Data Kementerian Pariwisata menegaskan kunjungan wisatawan tahun 2017 mencapai 14.039.799, sedangkan target di tahun 2018 sebesar 17.000.000. Neraca jasa transaksi berjalan triwulan I-2018 masih defisit US$ 1,425 miliar, meski jasa perjalanan kegiatan pariwisata surplus US$ 1,665 miliar.

Data Organisasi Pariwisata Dunia PBB, UNWTO menegaskan belanja wisatawan berpengaruh bagi penerimaan sektor wisata dan di tahun 2017 yang terbesar dari wisatawan Tiongkok US$ 258 miliar, AS US$ 135 miliar, Jerman US$ 84 miliar, Inggris US$ 63 miliar, dan Perancis US$ 41 miliar. Bali menjadi DTW utama wisman dan di tahun 2017 kunjungan wisman sebanyak 5,5 juta, di tahun 2016 sebanyak 4,92 juta atau naik 23,1% dari tahun 2015 yaitu 4 juta wisman.

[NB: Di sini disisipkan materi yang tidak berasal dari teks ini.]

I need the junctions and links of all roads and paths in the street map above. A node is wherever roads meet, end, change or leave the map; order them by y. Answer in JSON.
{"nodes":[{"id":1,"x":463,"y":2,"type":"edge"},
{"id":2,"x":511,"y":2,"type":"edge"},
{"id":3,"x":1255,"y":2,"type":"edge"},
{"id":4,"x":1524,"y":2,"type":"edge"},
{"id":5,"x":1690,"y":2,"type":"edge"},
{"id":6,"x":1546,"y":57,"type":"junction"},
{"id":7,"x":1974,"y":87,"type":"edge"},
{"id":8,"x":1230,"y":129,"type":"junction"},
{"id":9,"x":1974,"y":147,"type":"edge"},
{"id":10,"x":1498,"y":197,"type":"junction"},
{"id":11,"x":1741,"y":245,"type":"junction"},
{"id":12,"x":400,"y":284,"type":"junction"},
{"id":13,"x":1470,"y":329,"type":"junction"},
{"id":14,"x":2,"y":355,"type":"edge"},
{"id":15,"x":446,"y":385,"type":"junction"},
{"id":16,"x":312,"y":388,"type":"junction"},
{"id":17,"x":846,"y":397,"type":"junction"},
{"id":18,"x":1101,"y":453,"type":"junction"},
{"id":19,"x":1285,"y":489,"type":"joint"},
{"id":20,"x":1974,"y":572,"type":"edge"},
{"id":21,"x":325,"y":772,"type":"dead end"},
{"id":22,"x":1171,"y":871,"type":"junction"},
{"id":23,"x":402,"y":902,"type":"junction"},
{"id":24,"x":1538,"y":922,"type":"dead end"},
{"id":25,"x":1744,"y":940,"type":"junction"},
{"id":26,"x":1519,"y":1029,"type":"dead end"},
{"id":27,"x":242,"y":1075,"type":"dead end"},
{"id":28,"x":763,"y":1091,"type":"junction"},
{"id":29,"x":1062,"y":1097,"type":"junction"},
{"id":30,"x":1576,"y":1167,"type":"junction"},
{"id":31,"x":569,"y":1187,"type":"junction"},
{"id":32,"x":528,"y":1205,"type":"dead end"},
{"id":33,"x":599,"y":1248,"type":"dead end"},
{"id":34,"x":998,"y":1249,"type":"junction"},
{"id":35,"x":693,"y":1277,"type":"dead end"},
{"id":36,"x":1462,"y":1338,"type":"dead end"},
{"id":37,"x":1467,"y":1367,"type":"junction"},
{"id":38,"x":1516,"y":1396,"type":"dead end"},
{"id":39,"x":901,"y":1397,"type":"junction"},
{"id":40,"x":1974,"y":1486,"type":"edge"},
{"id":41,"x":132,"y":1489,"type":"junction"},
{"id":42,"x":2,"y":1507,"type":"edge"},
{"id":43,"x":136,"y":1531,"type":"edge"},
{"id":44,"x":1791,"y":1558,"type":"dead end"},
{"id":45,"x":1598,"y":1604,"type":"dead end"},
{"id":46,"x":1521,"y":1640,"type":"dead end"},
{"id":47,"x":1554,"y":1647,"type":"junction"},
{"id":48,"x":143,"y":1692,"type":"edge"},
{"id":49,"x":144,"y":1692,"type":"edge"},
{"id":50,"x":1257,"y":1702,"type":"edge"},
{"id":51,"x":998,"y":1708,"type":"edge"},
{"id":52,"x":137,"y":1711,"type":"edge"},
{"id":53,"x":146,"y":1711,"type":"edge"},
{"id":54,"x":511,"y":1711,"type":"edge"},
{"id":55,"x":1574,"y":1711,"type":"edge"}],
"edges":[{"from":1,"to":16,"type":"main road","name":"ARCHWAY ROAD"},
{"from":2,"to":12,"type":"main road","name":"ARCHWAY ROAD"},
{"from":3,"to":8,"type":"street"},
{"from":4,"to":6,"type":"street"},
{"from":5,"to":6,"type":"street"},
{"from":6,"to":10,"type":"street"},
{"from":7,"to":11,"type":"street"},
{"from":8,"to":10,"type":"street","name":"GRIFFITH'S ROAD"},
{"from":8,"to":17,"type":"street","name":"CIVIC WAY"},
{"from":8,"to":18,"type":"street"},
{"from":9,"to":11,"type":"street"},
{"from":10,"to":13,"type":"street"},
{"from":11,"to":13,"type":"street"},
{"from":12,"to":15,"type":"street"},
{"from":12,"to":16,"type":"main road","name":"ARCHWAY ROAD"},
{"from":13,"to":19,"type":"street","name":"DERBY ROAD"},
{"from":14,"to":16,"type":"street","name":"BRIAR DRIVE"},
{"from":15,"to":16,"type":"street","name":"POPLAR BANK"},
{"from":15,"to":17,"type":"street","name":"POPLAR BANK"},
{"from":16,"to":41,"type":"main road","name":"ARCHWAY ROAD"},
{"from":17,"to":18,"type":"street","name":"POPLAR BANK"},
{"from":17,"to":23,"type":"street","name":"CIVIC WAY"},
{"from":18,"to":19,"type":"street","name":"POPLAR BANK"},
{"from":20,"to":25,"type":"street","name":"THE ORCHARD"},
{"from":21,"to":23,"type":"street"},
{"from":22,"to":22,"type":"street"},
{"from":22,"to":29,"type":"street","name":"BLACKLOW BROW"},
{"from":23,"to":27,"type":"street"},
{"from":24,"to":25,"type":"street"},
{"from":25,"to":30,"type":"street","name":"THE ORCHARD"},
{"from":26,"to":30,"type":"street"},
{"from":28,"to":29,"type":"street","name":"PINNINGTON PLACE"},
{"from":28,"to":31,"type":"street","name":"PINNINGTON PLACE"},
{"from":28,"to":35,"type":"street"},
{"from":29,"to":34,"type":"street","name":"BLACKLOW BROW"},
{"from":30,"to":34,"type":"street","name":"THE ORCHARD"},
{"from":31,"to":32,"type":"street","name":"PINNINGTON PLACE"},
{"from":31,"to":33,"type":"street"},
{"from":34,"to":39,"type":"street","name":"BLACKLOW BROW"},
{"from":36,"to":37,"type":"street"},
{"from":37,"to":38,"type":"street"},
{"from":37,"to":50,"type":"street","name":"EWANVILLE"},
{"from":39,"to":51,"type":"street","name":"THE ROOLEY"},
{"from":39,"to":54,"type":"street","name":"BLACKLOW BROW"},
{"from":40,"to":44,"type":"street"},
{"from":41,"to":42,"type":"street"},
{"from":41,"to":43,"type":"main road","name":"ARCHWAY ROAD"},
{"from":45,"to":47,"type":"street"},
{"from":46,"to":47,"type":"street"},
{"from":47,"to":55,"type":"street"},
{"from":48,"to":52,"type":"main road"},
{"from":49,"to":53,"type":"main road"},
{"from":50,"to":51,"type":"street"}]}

Dari sini bisa dihitung belanja wisatawan dan perputaran uang di Bali. Implikasi terhadap sektor riil dan geliat UMKM di Bali juga tidak bisa diabaikan karena mata rantai kepariwisataan cenderung kompleks. Faktor lain yang juga perlu dicermati adalah iklim sospol, sehingga agenda pilpres 2019 harus juga dipertimbangkan. Meskipun di pilpres 2019 terjadi rematch antara Jokowi dan Prabowo jilid II, namun situasinya berbeda karena Jokowi berduet dengan Ma’ruf Amin, sedangkan Prabowo bersama Sandiaga Uno.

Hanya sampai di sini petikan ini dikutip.